### THE PROBLEM
Leave out the pictures. Return every record otherwise untouched.

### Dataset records
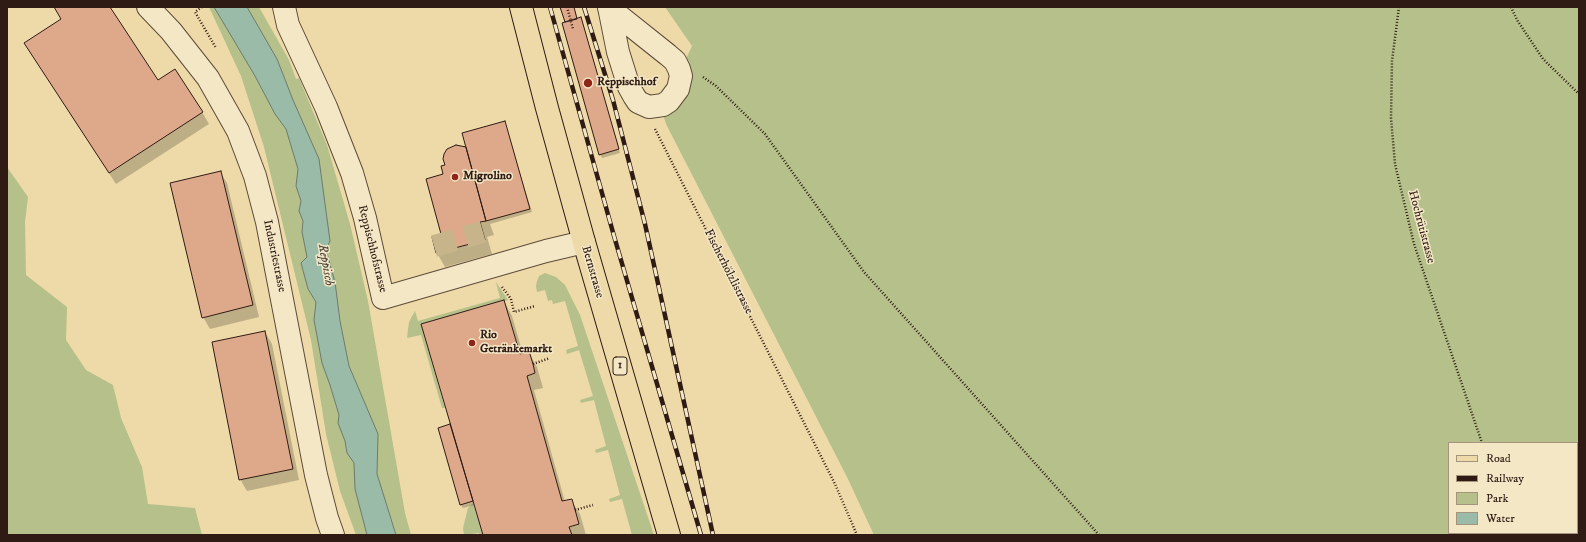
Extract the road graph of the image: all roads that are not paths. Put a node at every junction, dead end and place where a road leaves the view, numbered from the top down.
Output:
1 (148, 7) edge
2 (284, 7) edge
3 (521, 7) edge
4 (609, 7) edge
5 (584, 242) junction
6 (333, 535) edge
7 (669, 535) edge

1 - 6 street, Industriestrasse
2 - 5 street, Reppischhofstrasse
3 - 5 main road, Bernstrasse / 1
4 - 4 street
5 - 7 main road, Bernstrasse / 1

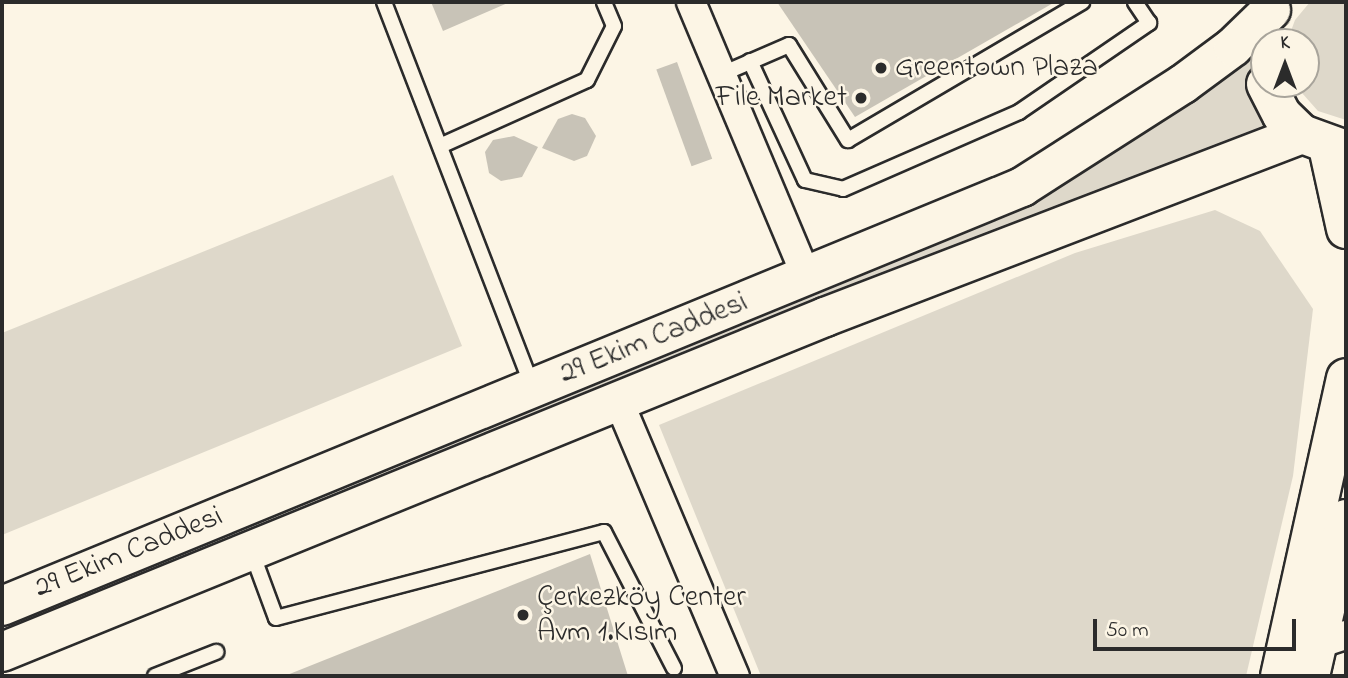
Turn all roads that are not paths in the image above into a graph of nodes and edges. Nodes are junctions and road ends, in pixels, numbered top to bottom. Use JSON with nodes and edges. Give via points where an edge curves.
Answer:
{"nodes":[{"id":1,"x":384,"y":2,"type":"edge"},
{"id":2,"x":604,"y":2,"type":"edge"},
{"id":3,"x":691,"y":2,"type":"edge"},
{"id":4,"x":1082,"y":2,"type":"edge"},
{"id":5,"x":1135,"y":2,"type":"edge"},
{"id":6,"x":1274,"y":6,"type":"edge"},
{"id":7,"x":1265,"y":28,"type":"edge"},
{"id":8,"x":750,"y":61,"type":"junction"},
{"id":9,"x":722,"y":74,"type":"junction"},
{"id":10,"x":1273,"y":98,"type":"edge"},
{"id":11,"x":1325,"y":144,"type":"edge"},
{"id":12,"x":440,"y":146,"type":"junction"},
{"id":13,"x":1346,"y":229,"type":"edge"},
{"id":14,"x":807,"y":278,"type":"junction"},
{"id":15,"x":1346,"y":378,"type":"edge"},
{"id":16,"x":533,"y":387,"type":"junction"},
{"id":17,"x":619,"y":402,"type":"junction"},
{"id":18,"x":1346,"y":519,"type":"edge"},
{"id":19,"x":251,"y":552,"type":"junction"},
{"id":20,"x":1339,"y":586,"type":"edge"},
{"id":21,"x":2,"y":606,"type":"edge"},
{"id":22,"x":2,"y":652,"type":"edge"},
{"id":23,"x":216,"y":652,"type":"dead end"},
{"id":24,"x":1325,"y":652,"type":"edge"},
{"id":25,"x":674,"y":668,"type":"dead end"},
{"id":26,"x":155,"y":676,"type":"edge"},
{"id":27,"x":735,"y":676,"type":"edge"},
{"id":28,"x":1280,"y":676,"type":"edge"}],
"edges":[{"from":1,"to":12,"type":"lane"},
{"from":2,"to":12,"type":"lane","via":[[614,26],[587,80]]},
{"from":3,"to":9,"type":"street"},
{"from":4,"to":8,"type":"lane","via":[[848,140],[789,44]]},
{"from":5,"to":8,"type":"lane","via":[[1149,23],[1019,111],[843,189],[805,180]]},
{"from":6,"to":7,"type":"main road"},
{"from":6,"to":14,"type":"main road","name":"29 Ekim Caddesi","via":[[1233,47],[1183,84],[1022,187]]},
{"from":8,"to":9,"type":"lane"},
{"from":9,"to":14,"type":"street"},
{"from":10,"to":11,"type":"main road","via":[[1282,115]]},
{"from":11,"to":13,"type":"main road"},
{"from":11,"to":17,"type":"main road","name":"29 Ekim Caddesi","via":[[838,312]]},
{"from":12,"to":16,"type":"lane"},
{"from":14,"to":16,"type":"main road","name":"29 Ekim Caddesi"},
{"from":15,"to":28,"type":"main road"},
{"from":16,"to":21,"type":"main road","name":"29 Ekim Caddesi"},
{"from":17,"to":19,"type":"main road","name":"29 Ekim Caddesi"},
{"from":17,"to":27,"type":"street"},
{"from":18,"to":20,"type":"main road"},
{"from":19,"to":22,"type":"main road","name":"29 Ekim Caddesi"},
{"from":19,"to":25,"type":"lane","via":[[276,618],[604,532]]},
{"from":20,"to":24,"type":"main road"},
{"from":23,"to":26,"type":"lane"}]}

### RESULT
Extract the road graph of the image: all roads that are not paths. Put a node at every junction, dead end and place where a road leaves the view, numbered from the top down.
Output:
1 (148, 7) edge
2 (284, 7) edge
3 (521, 7) edge
4 (609, 7) edge
5 (584, 242) junction
6 (333, 535) edge
7 (669, 535) edge

1 - 6 street, Industriestrasse
2 - 5 street, Reppischhofstrasse
3 - 5 main road, Bernstrasse / 1
4 - 4 street
5 - 7 main road, Bernstrasse / 1

Turn all roads that are not paths in the image above into a graph of nodes and edges. Nodes are junctions and road ends, in pixels, numbered top to bottom. Use JSON with nodes and edges. Give via points where an edge curves.
Answer:
{"nodes":[{"id":1,"x":384,"y":2,"type":"edge"},
{"id":2,"x":604,"y":2,"type":"edge"},
{"id":3,"x":691,"y":2,"type":"edge"},
{"id":4,"x":1082,"y":2,"type":"edge"},
{"id":5,"x":1135,"y":2,"type":"edge"},
{"id":6,"x":1274,"y":6,"type":"edge"},
{"id":7,"x":1265,"y":28,"type":"edge"},
{"id":8,"x":750,"y":61,"type":"junction"},
{"id":9,"x":722,"y":74,"type":"junction"},
{"id":10,"x":1273,"y":98,"type":"edge"},
{"id":11,"x":1325,"y":144,"type":"edge"},
{"id":12,"x":440,"y":146,"type":"junction"},
{"id":13,"x":1346,"y":229,"type":"edge"},
{"id":14,"x":807,"y":278,"type":"junction"},
{"id":15,"x":1346,"y":378,"type":"edge"},
{"id":16,"x":533,"y":387,"type":"junction"},
{"id":17,"x":619,"y":402,"type":"junction"},
{"id":18,"x":1346,"y":519,"type":"edge"},
{"id":19,"x":251,"y":552,"type":"junction"},
{"id":20,"x":1339,"y":586,"type":"edge"},
{"id":21,"x":2,"y":606,"type":"edge"},
{"id":22,"x":2,"y":652,"type":"edge"},
{"id":23,"x":216,"y":652,"type":"dead end"},
{"id":24,"x":1325,"y":652,"type":"edge"},
{"id":25,"x":674,"y":668,"type":"dead end"},
{"id":26,"x":155,"y":676,"type":"edge"},
{"id":27,"x":735,"y":676,"type":"edge"},
{"id":28,"x":1280,"y":676,"type":"edge"}],
"edges":[{"from":1,"to":12,"type":"lane"},
{"from":2,"to":12,"type":"lane","via":[[614,26],[587,80]]},
{"from":3,"to":9,"type":"street"},
{"from":4,"to":8,"type":"lane","via":[[848,140],[789,44]]},
{"from":5,"to":8,"type":"lane","via":[[1149,23],[1019,111],[843,189],[805,180]]},
{"from":6,"to":7,"type":"main road"},
{"from":6,"to":14,"type":"main road","name":"29 Ekim Caddesi","via":[[1233,47],[1183,84],[1022,187]]},
{"from":8,"to":9,"type":"lane"},
{"from":9,"to":14,"type":"street"},
{"from":10,"to":11,"type":"main road","via":[[1282,115]]},
{"from":11,"to":13,"type":"main road"},
{"from":11,"to":17,"type":"main road","name":"29 Ekim Caddesi","via":[[838,312]]},
{"from":12,"to":16,"type":"lane"},
{"from":14,"to":16,"type":"main road","name":"29 Ekim Caddesi"},
{"from":15,"to":28,"type":"main road"},
{"from":16,"to":21,"type":"main road","name":"29 Ekim Caddesi"},
{"from":17,"to":19,"type":"main road","name":"29 Ekim Caddesi"},
{"from":17,"to":27,"type":"street"},
{"from":18,"to":20,"type":"main road"},
{"from":19,"to":22,"type":"main road","name":"29 Ekim Caddesi"},
{"from":19,"to":25,"type":"lane","via":[[276,618],[604,532]]},
{"from":20,"to":24,"type":"main road"},
{"from":23,"to":26,"type":"lane"}]}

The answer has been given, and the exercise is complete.